* [About this exercise]: All of the records below are to be given again word for word, with the pictures removed.

------ Data provided

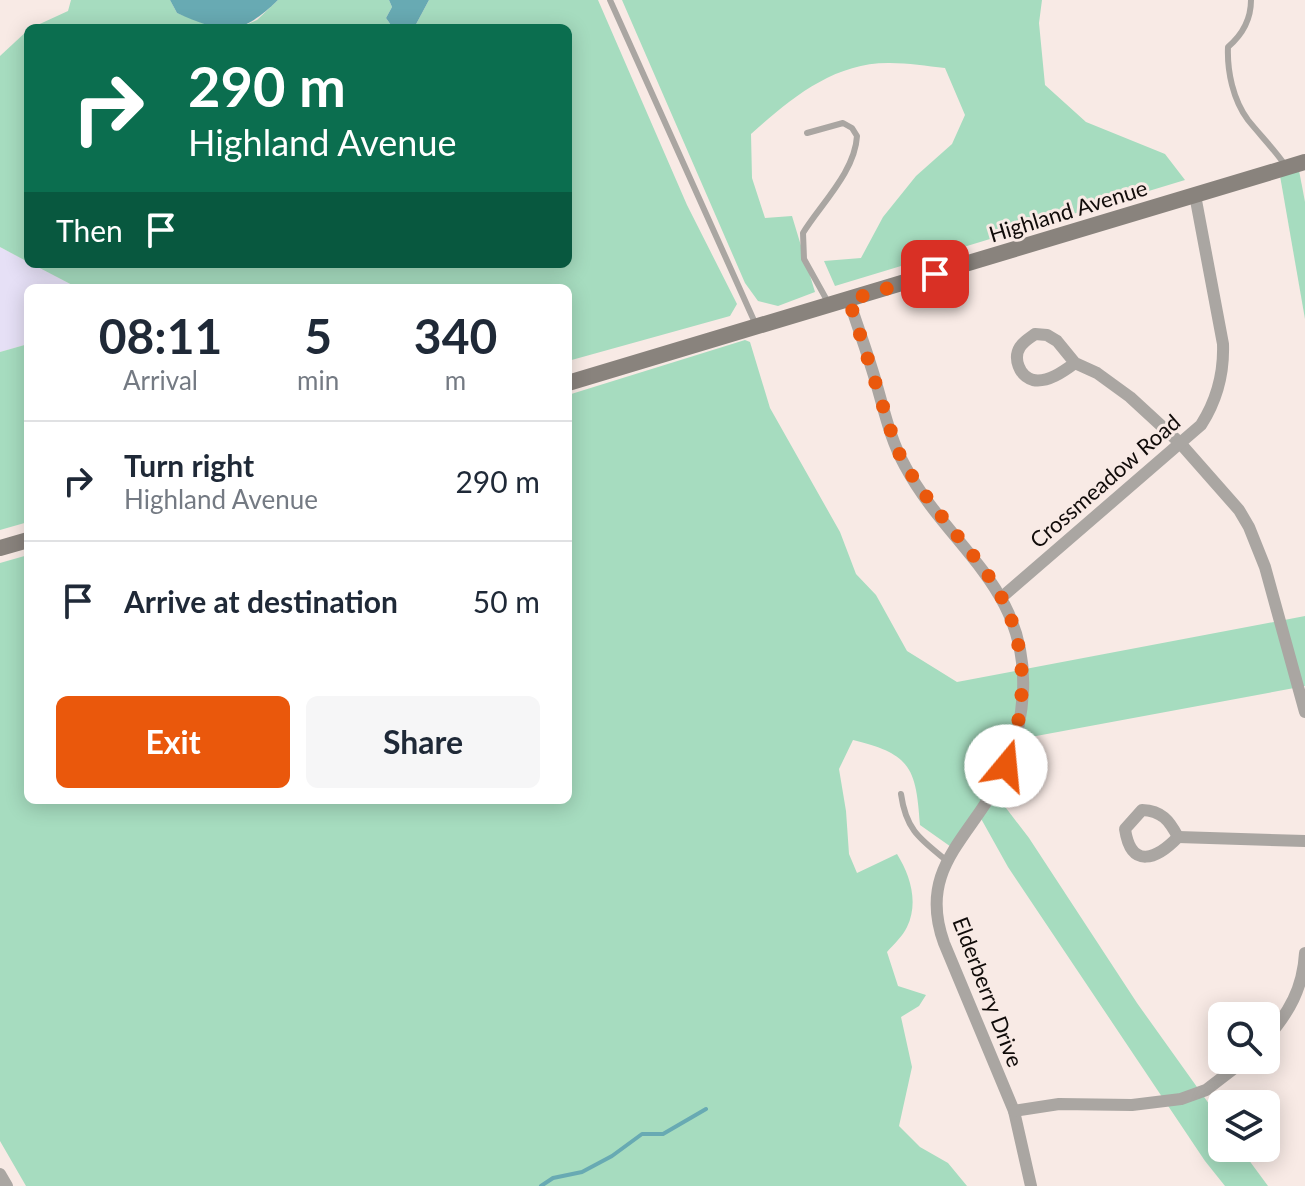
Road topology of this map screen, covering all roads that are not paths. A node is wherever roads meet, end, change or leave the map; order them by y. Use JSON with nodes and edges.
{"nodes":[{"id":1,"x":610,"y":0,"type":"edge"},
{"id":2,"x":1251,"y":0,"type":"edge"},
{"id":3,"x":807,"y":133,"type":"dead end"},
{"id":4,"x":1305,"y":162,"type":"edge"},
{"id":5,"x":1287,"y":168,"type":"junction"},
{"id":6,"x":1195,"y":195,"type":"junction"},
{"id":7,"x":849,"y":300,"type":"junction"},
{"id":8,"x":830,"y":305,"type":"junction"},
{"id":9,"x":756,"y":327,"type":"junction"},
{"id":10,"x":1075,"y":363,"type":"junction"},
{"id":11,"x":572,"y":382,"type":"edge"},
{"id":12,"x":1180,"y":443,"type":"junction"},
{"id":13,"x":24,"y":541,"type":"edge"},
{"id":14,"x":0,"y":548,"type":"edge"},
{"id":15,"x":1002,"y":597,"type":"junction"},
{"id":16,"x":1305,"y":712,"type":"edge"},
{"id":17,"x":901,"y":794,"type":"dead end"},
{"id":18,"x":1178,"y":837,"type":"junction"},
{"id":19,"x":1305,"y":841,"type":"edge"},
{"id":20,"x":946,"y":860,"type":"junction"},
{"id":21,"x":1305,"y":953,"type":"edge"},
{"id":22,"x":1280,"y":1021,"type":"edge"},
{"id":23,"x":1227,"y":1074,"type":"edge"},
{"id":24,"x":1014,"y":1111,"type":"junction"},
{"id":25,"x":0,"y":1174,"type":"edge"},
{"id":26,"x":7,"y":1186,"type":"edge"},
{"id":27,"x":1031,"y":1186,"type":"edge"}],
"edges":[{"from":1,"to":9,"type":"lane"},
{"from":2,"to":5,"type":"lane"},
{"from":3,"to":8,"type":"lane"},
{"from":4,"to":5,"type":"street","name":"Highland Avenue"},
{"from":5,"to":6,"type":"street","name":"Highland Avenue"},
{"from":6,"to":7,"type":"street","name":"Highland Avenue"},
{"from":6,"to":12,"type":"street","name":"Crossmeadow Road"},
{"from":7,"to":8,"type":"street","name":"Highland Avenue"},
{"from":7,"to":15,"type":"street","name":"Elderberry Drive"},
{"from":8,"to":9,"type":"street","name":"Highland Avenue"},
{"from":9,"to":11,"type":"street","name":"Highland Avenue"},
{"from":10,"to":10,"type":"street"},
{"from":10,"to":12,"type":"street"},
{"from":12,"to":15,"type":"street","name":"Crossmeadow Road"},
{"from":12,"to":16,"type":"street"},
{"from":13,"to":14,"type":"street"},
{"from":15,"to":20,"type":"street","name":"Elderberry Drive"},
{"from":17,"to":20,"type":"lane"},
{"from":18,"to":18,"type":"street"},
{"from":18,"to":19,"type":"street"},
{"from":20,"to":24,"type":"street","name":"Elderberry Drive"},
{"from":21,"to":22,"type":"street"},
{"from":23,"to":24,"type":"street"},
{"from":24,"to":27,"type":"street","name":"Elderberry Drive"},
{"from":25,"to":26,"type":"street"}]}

------------

* [Solution below]:
Road topology of this map screen, covering all roads that are not paths. A node is wherever roads meet, end, change or leave the map; order them by y. Use JSON with nodes and edges.
{"nodes":[{"id":1,"x":610,"y":0,"type":"edge"},
{"id":2,"x":1251,"y":0,"type":"edge"},
{"id":3,"x":807,"y":133,"type":"dead end"},
{"id":4,"x":1305,"y":162,"type":"edge"},
{"id":5,"x":1287,"y":168,"type":"junction"},
{"id":6,"x":1195,"y":195,"type":"junction"},
{"id":7,"x":849,"y":300,"type":"junction"},
{"id":8,"x":830,"y":305,"type":"junction"},
{"id":9,"x":756,"y":327,"type":"junction"},
{"id":10,"x":1075,"y":363,"type":"junction"},
{"id":11,"x":572,"y":382,"type":"edge"},
{"id":12,"x":1180,"y":443,"type":"junction"},
{"id":13,"x":24,"y":541,"type":"edge"},
{"id":14,"x":0,"y":548,"type":"edge"},
{"id":15,"x":1002,"y":597,"type":"junction"},
{"id":16,"x":1305,"y":712,"type":"edge"},
{"id":17,"x":901,"y":794,"type":"dead end"},
{"id":18,"x":1178,"y":837,"type":"junction"},
{"id":19,"x":1305,"y":841,"type":"edge"},
{"id":20,"x":946,"y":860,"type":"junction"},
{"id":21,"x":1305,"y":953,"type":"edge"},
{"id":22,"x":1280,"y":1021,"type":"edge"},
{"id":23,"x":1227,"y":1074,"type":"edge"},
{"id":24,"x":1014,"y":1111,"type":"junction"},
{"id":25,"x":0,"y":1174,"type":"edge"},
{"id":26,"x":7,"y":1186,"type":"edge"},
{"id":27,"x":1031,"y":1186,"type":"edge"}],
"edges":[{"from":1,"to":9,"type":"lane"},
{"from":2,"to":5,"type":"lane"},
{"from":3,"to":8,"type":"lane"},
{"from":4,"to":5,"type":"street","name":"Highland Avenue"},
{"from":5,"to":6,"type":"street","name":"Highland Avenue"},
{"from":6,"to":7,"type":"street","name":"Highland Avenue"},
{"from":6,"to":12,"type":"street","name":"Crossmeadow Road"},
{"from":7,"to":8,"type":"street","name":"Highland Avenue"},
{"from":7,"to":15,"type":"street","name":"Elderberry Drive"},
{"from":8,"to":9,"type":"street","name":"Highland Avenue"},
{"from":9,"to":11,"type":"street","name":"Highland Avenue"},
{"from":10,"to":10,"type":"street"},
{"from":10,"to":12,"type":"street"},
{"from":12,"to":15,"type":"street","name":"Crossmeadow Road"},
{"from":12,"to":16,"type":"street"},
{"from":13,"to":14,"type":"street"},
{"from":15,"to":20,"type":"street","name":"Elderberry Drive"},
{"from":17,"to":20,"type":"lane"},
{"from":18,"to":18,"type":"street"},
{"from":18,"to":19,"type":"street"},
{"from":20,"to":24,"type":"street","name":"Elderberry Drive"},
{"from":21,"to":22,"type":"street"},
{"from":23,"to":24,"type":"street"},
{"from":24,"to":27,"type":"street","name":"Elderberry Drive"},
{"from":25,"to":26,"type":"street"}]}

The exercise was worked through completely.